Free agent
- Pitcher
- Born: October 14, 1998 (age 27) North Vancouver, British Columbia, Canada
- Bats: RightThrows: Right
- Stats at Baseball Reference

= Indigo Diaz =

Canadian baseball player (born 1998)

Indigo Dunham Diaz (born October 14, 1998) is a Canadian professional baseball pitcher who is a free agent.

==Career==
===Amateur===
Diaz played Little League baseball with the Forest Hills team, then participated in the British Columbia Premier Baseball League as a member of the North Shore Twins and Coquitlam Reds. He attended Handsworth Secondary School, and continued playing baseball. Diaz began his collegiate baseball career at Iowa Western Community College, where he pitched two seasons, then transferred to the Michigan State Spartans baseball team. In the midst of his junior season with the Spartans, Diaz became the team's closer. Diaz was subsequently selected by the Atlanta Braves in the 27th round of the 2019 Major League Baseball draft.

===Atlanta Braves===
Diaz started his professional career with the Gulf Coast League Braves after signing with the Atlanta Braves organization. Due to the COVID-19 pandemic the 2020 minor league season was cancelled. Diaz began the 2021 season at the High-A level with the Rome Braves. He threw 18 walks over 18 relief appearances, spanning 27 innings. Diaz was promoted to the Double-A Mississippi Braves in July 2021.

Diaz spent the 2022 season with Mississippi, compiling a 3-4 record and 3.08 ERA with 63 strikeouts and four saves in 49 2/3 innings pitched across 49 relief appearances.

===New York Yankees===
On December 28, 2022, the Braves traded Diaz and Caleb Durbin to the New York Yankees for Lucas Luetge. In 2023, he made 23 appearances split between the High–A Hudson Valley Renegades and Somerset Patriots, posting a cumulative 4.26 ERA with 43 strikeouts and 3 saves in 31 2/3 innings pitched. On August 1, 2023, Diaz underwent Tommy John surgery, ending his season.

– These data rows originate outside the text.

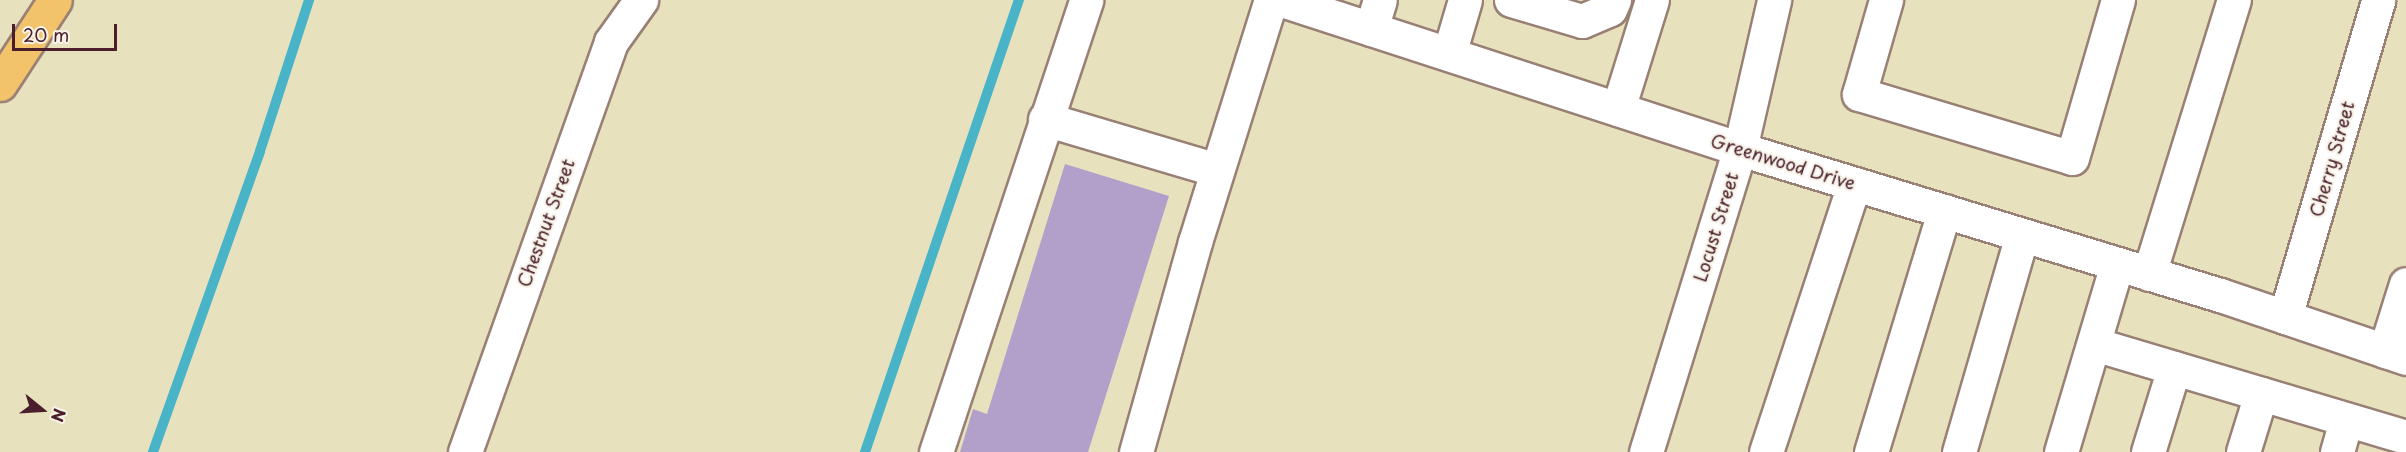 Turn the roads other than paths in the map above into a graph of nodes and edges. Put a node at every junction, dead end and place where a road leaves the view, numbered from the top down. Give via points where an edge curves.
1 (56, 0) edge
2 (641, 0) edge
3 (1086, 0) edge
4 (1271, 0) edge
5 (1282, 0) edge
6 (1466, 0) edge
7 (1511, 0) edge
8 (1614, 0) edge
9 (1652, 0) edge
10 (1774, 0) edge
11 (1886, 0) edge
12 (2118, 0) edge
13 (2234, 0) edge
14 (2378, 0) edge
15 (1376, 14) edge
16 (1449, 54) junction
17 (0, 84) edge
18 (1618, 109) junction
19 (1045, 119) junction
20 (1740, 149) junction
21 (1217, 170) junction
22 (1854, 184) junction
23 (1944, 211) junction
24 (2022, 235) junction
25 (2117, 264) junction
26 (2149, 274) junction
27 (2406, 284) edge
28 (2285, 317) junction
29 (2094, 344) junction
30 (2395, 354) edge
31 (2174, 368) junction
32 (2261, 394) junction
33 (2346, 420) junction
34 (2406, 437) edge
35 (465, 452) edge
36 (936, 452) edge
37 (1136, 452) edge
38 (1646, 452) edge
39 (1766, 452) edge
40 (1871, 452) edge
41 (1959, 452) edge
42 (2061, 452) edge
43 (2148, 452) edge
44 (2243, 452) edge
45 (2337, 452) edge

1 - 17 highway
2 - 35 street, Chestnut Street via 611,42
3 - 19 street
4 - 21 street
5 - 15 street, Greenwood Drive
6 - 16 street
7 - 8 street via 1582,21 1610,9
9 - 18 street
10 - 20 street, Locust Street
11 - 12 street via 1859,94 2072,158
13 - 26 street
14 - 28 street, Cherry Street
15 - 16 street, Greenwood Drive
16 - 18 street, Greenwood Drive
18 - 20 street, Greenwood Drive
19 - 21 street
19 - 36 street
20 - 22 street, Greenwood Drive
20 - 38 street, Locust Street
21 - 37 street
22 - 23 street, Greenwood Drive
22 - 39 street
23 - 24 street, Greenwood Drive
23 - 40 street
24 - 25 street, Greenwood Drive
24 - 41 street
25 - 26 street, Greenwood Drive
25 - 29 street
26 - 28 street, Greenwood Drive
27 - 30 street
28 - 30 street, Greenwood Drive
29 - 31 street
29 - 42 street
31 - 32 street
31 - 43 street
32 - 33 street
32 - 44 street
33 - 34 street
33 - 45 street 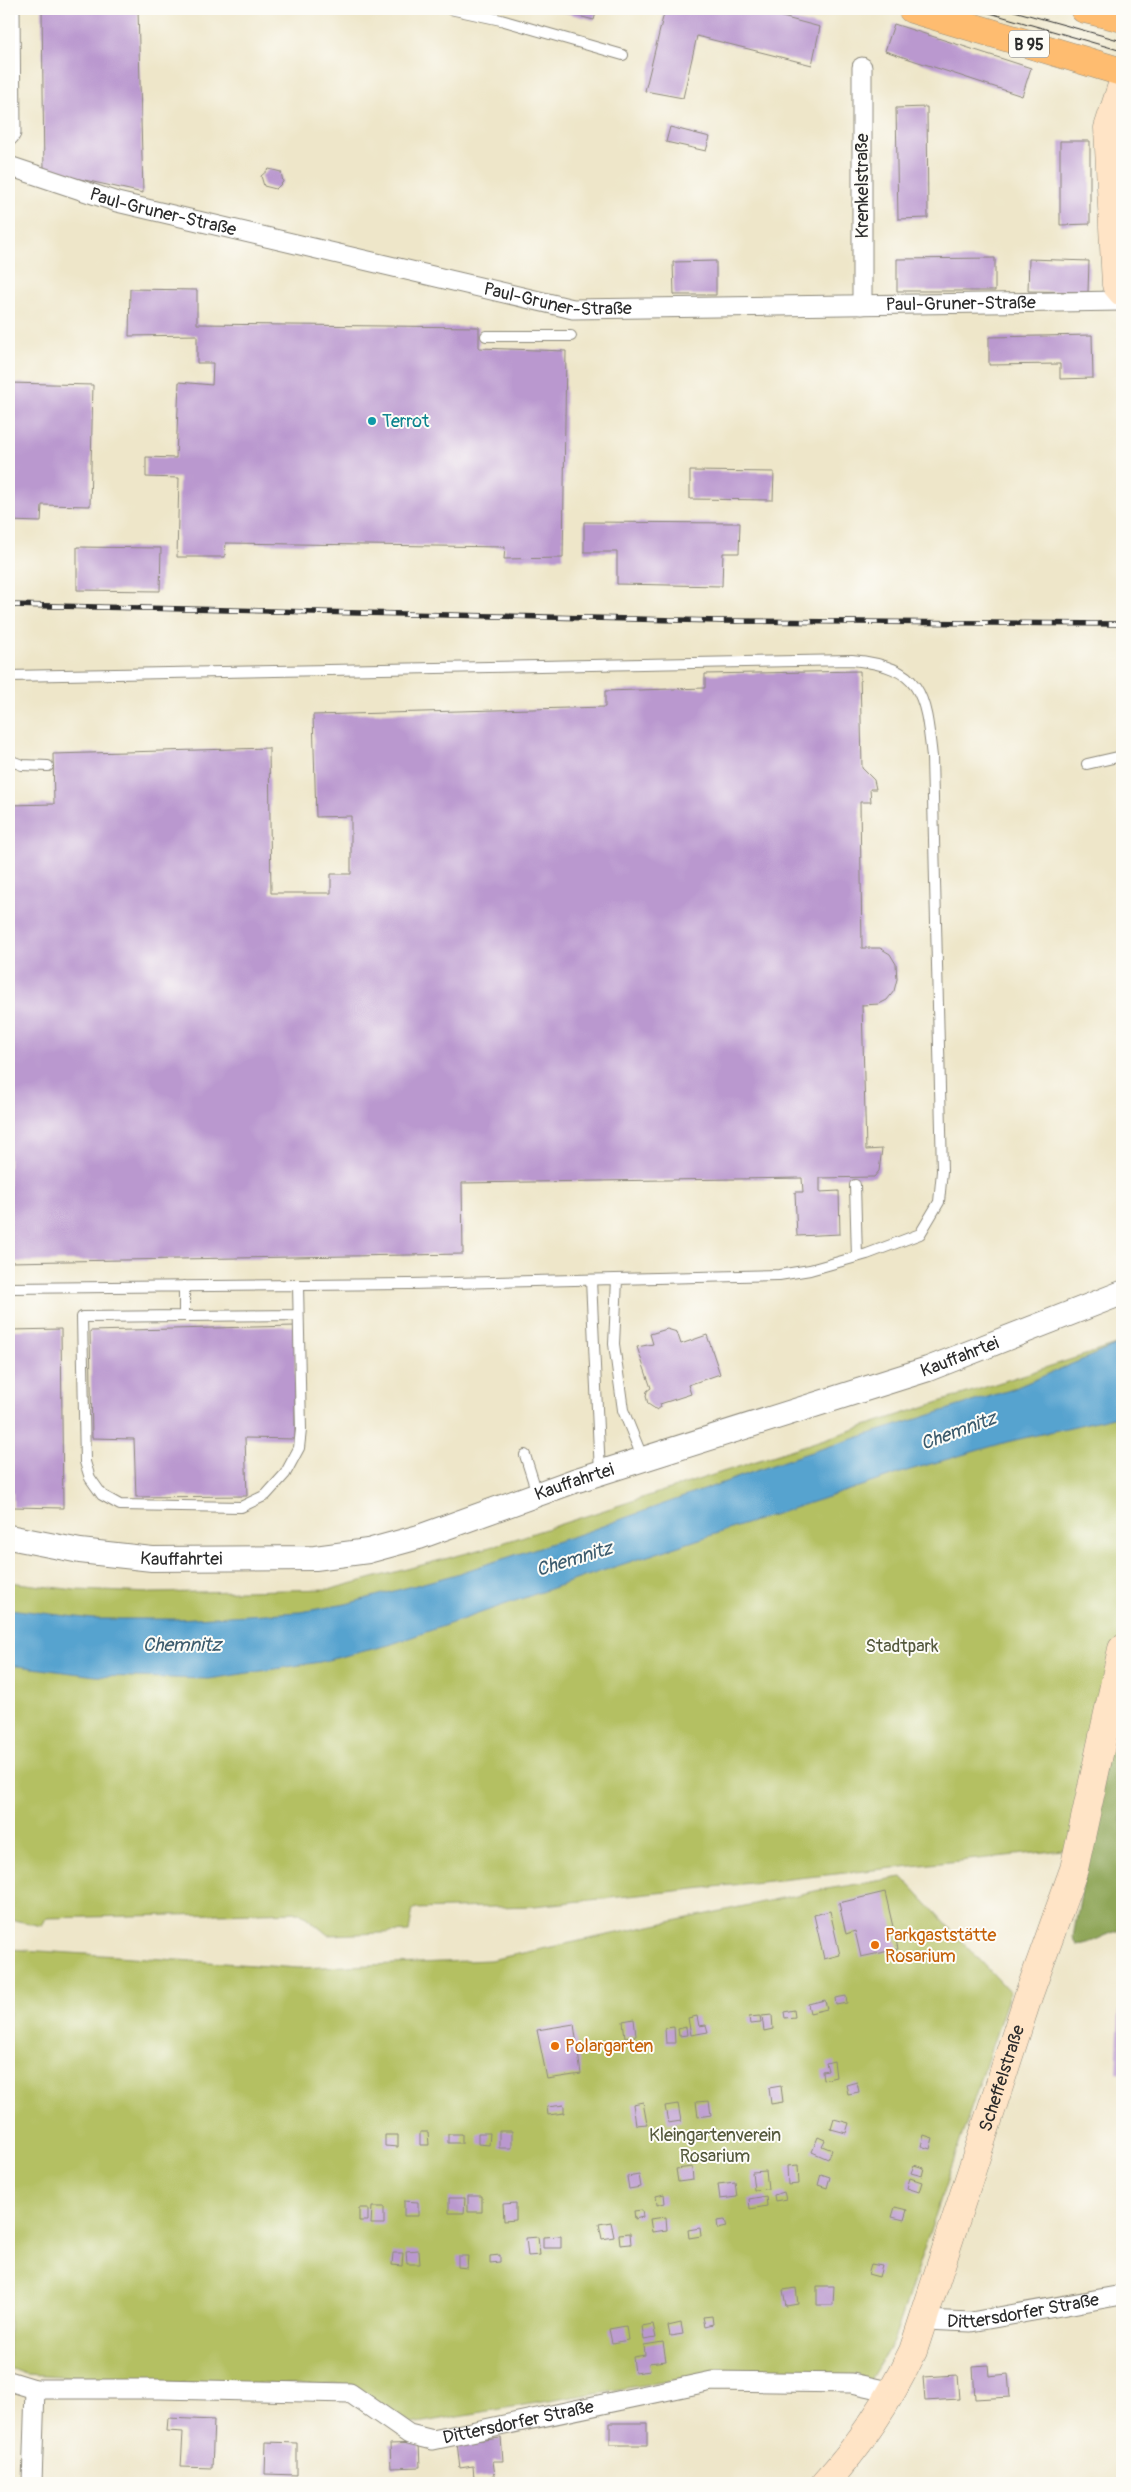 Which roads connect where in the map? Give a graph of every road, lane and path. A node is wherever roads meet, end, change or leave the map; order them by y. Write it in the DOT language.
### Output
graph roads {
  1 [pos="10,9"];
  2 [pos="450,9"];
  3 [pos="912,9"];
  4 [pos="1084,9"];
  5 [pos="1122,18"];
  6 [pos="624,55"];
  7 [pos="862,67"];
  8 [pos="1122,72"];
  9 [pos="1122,85"];
  10 [pos="9,136"];
  11 [pos="9,166"];
  12 [pos="1122,292"];
  13 [pos="1122,301"];
  14 [pos="862,305"];
  15 [pos="486,336"];
  16 [pos="571,336"];
  17 [pos="9,676"];
  18 [pos="1122,756"];
  19 [pos="9,760"];
  20 [pos="1087,764"];
  21 [pos="48,766"];
  22 [pos="855,1186"];
  23 [pos="857,1257"];
  24 [pos="617,1279"];
  25 [pos="591,1280"];
  26 [pos="298,1285"];
  27 [pos="184,1286"];
  28 [pos="9,1288"];
  29 [pos="1122,1293"];
  30 [pos="298,1315"];
  31 [pos="184,1316"];
  32 [pos="525,1455"];
  33 [pos="643,1460"];
  34 [pos="600,1473"];
  35 [pos="537,1493"];
  36 [pos="9,1537"];
  37 [pos="1122,1649"];
  38 [pos="1122,2295"];
  39 [pos="924,2320"];
  40 [pos="9,2381"];
  41 [pos="35,2389"];
  42 [pos="893,2392"];
  43 [pos="32,2483"];
  44 [pos="824,2483"];
  1 -- 10 [label="street"];
  2 -- 6 [label="lane"];
  3 -- 8 [label="main road, B 95"];
  4 -- 5 [label="main road"];
  7 -- 14 [label="street, Krenkelstraße"];
  9 -- 12 [label="main road"];
  11 -- 14 [label="street, Paul-Gruner-Straße"];
  13 -- 14 [label="street, Paul-Gruner-Straße"];
  15 -- 16 [label="lane"];
  17 -- 23 [label="lane"];
  18 -- 20 [label="lane"];
  19 -- 21 [label="lane"];
  22 -- 23 [label="lane"];
  23 -- 24 [label="lane"];
  24 -- 25 [label="lane"];
  24 -- 33 [label="lane"];
  25 -- 26 [label="lane"];
  25 -- 34 [label="lane"];
  26 -- 27 [label="lane"];
  26 -- 30 [label="lane"];
  27 -- 28 [label="lane"];
  27 -- 31 [label="lane"];
  29 -- 33 [label="street, Kauffahrtei"];
  30 -- 31 [label="lane"];
  30 -- 31 [label="lane"];
  32 -- 35 [label="lane"];
  33 -- 34 [label="street, Kauffahrtei"];
  34 -- 35 [label="street, Kauffahrtei"];
  35 -- 36 [label="street, Kauffahrtei"];
  37 -- 39 [label="main road, Scheffelstraße"];
  38 -- 39 [label="street, Dittersdorfer Straße"];
  39 -- 42 [label="main road, Scheffelstraße"];
  40 -- 41 [label="street, Dittersdorfer Straße"];
  41 -- 42 [label="street, Dittersdorfer Straße"];
  41 -- 43 [label="street"];
  42 -- 44 [label="main road, Scheffelstraße"];
}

Diaz returned to action in 2024 with the rookie-level Florida Complex League Yankees and Hudson Valley. In 14 appearances (three starts) for the two affiliates, he recorded a cumulative 1.80 ERA with 19 strikeouts over 15 innings of work.

Diaz made 42 appearances for Double-A Somerset in 2025, compiling an 8-3 record and 2.58 ERA with 46 strikeouts and six saves across 52 1/3 innings pitched. He elected free agency following the season on November 6, 2025.

===Arizona Diamondbacks===
On December 24, 2025, Diaz signed a minor league contract with the Arizona Diamondbacks. He made 23 appearances for the Double–A Amarillo Sod Poodles, compiling a 4–2 record and 13.69 ERA with 24 strikeouts and one save across 23 2/3 innings pitched. Diaz was released by the Diamondbacks organization on July 13, 2026.